This exercise calls for every line of the data below with the string "Petit" in it.

__SOURCE RECORDS__:
◆ ◆ ◆ ◆ ◆
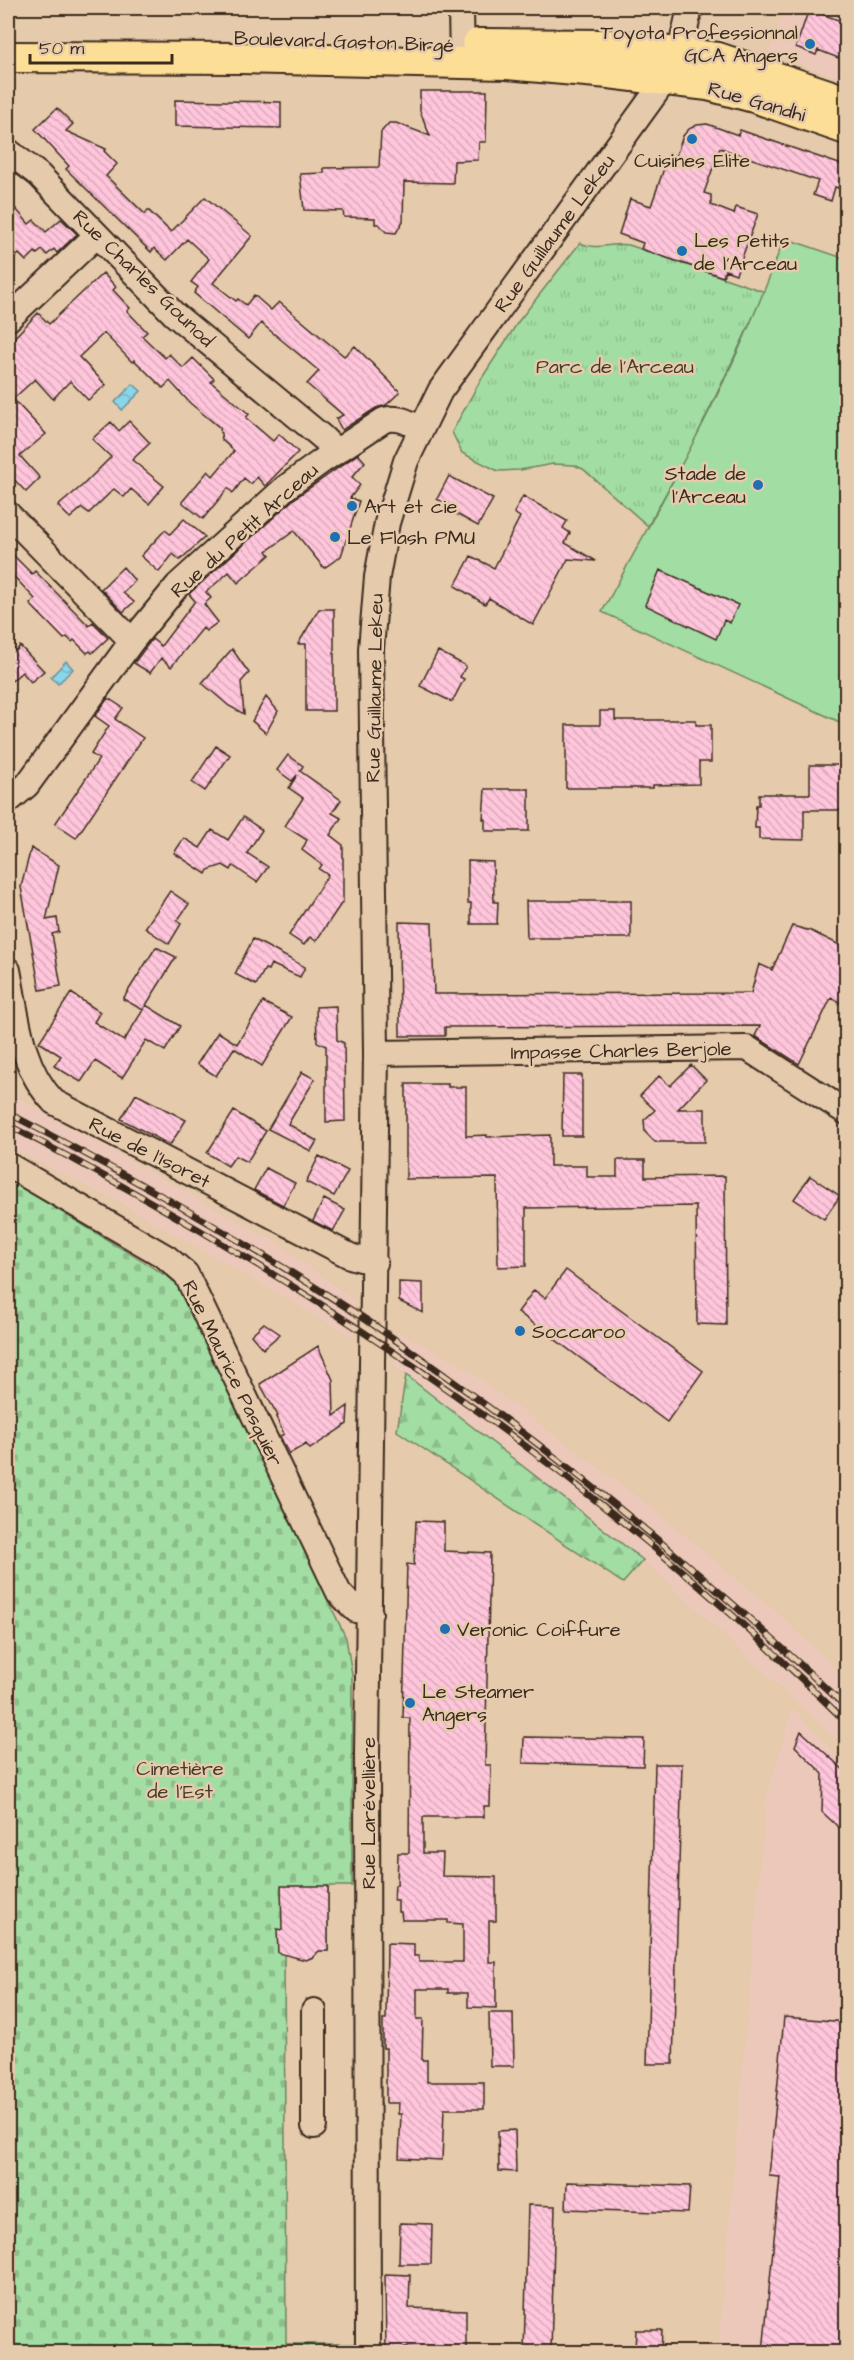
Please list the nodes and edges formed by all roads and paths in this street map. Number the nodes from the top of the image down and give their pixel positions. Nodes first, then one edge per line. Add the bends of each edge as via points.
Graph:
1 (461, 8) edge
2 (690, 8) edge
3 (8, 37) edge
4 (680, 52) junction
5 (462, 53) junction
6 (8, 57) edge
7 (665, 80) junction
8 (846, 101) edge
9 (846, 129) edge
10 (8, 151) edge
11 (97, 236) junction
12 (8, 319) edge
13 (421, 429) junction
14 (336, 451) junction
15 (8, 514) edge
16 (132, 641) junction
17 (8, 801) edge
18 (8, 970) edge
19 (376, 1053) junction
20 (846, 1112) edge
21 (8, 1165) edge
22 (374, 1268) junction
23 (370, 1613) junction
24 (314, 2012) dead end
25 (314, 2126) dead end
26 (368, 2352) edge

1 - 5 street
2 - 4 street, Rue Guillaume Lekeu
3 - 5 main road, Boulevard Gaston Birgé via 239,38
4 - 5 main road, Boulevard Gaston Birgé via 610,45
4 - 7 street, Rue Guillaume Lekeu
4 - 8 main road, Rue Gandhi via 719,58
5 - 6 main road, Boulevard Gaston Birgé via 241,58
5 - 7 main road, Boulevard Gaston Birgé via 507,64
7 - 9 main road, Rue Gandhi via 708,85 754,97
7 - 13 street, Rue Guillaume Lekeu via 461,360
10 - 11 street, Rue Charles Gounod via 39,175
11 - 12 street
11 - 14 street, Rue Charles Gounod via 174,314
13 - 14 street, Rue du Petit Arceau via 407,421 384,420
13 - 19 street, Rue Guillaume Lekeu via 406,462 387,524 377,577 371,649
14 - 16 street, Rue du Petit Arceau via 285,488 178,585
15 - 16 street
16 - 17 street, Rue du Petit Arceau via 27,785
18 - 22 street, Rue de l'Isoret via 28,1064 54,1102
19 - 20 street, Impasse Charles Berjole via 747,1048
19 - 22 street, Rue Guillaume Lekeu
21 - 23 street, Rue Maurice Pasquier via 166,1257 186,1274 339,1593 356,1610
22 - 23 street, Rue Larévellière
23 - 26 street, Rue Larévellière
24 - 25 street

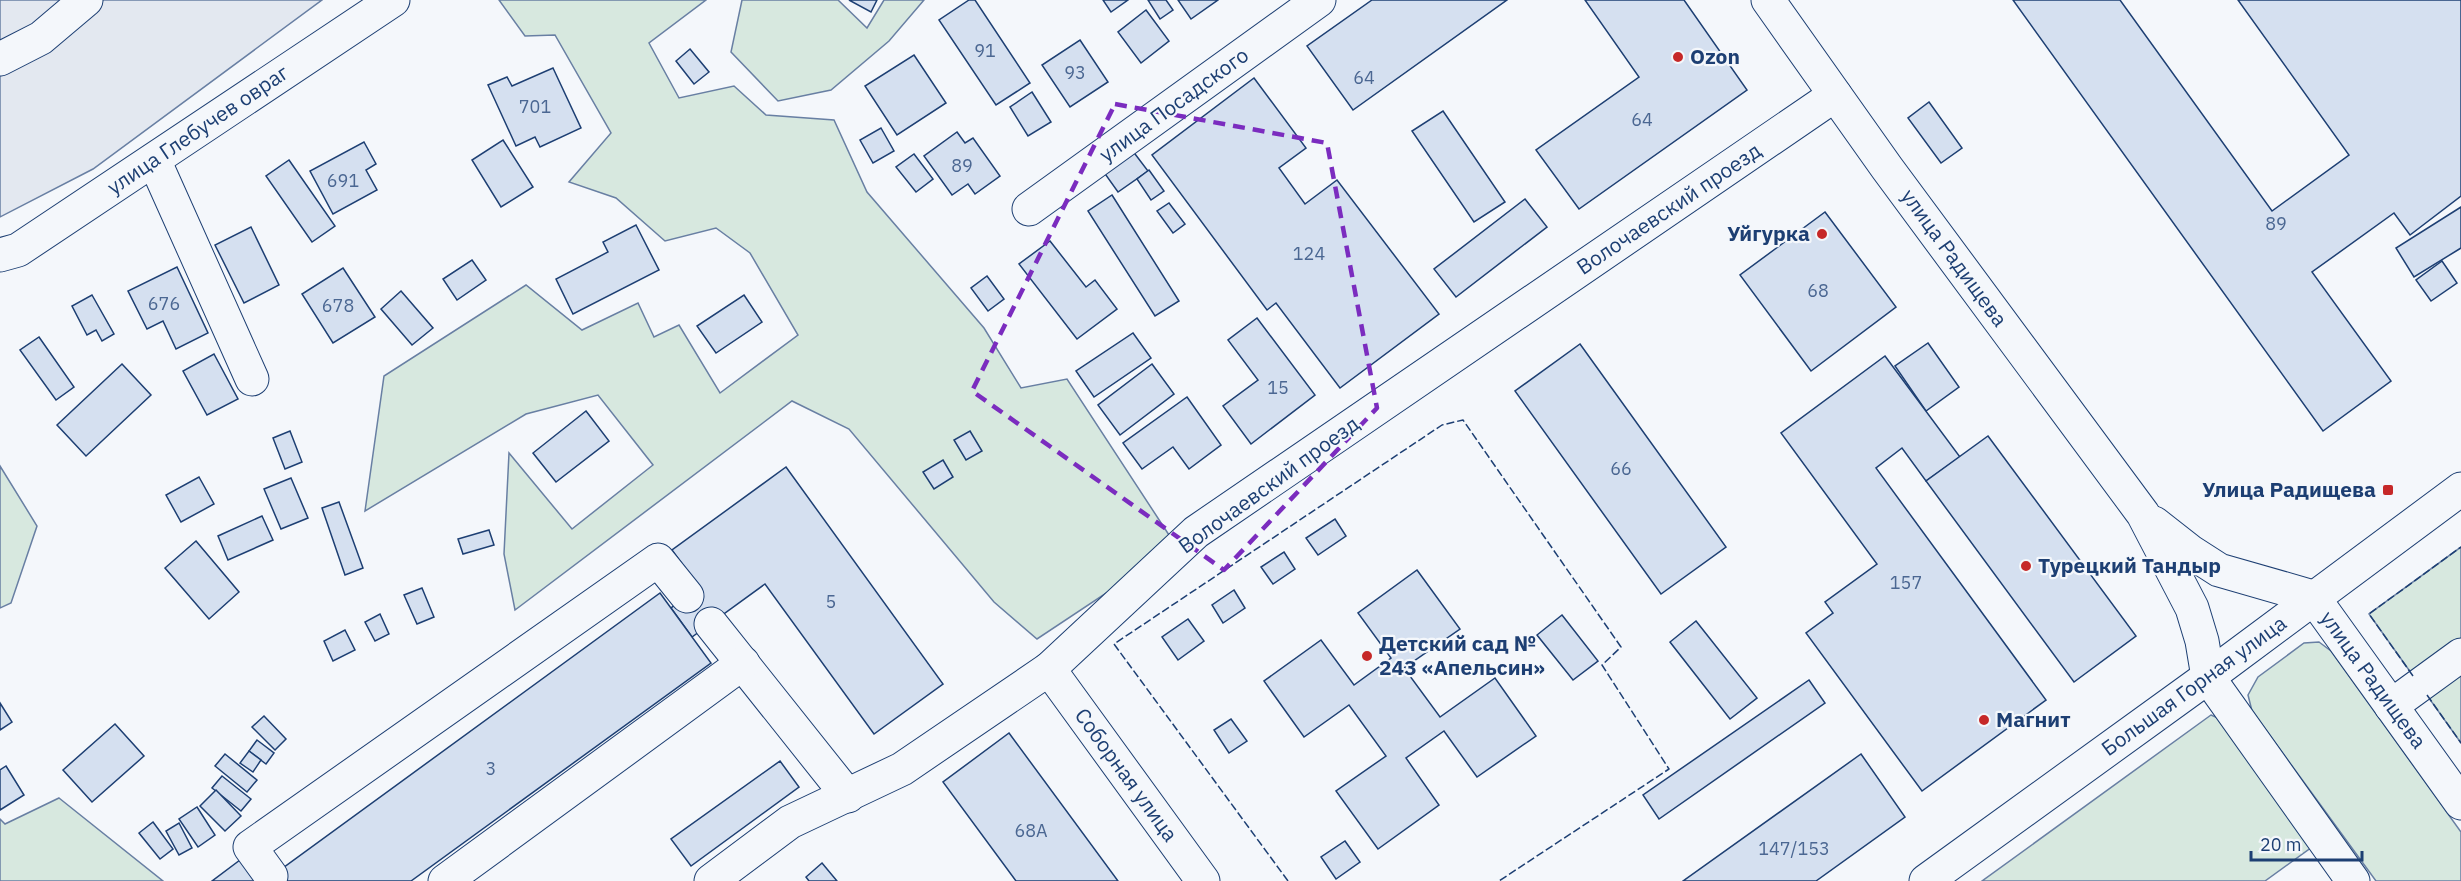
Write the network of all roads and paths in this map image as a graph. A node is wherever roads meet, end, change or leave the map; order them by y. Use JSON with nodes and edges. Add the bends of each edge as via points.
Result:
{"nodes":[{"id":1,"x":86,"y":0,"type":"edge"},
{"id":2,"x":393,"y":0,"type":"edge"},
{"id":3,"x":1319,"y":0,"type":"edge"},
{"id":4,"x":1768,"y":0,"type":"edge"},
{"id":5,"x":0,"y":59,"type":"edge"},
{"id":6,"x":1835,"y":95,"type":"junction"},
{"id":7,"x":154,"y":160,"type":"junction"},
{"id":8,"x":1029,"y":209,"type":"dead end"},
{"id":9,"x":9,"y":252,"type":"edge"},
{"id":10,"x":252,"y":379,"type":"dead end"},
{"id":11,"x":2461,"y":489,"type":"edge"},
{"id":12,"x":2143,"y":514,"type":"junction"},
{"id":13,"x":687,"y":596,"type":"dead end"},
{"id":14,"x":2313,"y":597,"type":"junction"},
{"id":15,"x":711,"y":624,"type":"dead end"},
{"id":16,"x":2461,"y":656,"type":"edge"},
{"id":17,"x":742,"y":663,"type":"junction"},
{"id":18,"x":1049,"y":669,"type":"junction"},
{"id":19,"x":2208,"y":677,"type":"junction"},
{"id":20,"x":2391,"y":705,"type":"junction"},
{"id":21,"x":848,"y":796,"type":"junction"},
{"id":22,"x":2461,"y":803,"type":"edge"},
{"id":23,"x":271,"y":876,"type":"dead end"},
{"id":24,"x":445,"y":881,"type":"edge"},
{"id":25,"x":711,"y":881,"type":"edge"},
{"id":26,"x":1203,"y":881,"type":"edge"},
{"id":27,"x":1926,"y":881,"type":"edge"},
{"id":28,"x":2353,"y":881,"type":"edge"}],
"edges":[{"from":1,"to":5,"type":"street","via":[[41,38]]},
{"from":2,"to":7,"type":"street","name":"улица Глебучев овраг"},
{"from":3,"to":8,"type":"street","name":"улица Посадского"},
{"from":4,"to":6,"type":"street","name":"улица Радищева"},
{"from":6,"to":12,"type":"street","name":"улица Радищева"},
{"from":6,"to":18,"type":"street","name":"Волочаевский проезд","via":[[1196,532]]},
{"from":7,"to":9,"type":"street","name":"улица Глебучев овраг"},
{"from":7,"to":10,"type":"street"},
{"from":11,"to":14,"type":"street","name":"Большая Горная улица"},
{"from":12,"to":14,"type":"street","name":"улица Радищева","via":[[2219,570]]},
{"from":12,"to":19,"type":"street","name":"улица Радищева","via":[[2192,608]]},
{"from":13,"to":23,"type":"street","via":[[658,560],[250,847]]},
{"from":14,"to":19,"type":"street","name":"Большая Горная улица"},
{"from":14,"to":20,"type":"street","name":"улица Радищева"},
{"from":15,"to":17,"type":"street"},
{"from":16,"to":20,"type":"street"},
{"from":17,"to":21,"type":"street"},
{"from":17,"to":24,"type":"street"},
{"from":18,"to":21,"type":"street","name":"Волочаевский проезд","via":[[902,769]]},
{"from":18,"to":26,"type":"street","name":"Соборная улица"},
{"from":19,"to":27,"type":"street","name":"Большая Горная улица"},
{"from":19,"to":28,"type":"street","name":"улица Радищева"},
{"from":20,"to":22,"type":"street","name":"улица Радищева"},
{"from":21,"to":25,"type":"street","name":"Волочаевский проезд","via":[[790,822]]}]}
◆ ◆ ◆ ◆ ◆
__SOLVED PROBLEM__:
13 - 14 street, Rue du Petit Arceau via 407,421 384,420
14 - 16 street, Rue du Petit Arceau via 285,488 178,585
16 - 17 street, Rue du Petit Arceau via 27,785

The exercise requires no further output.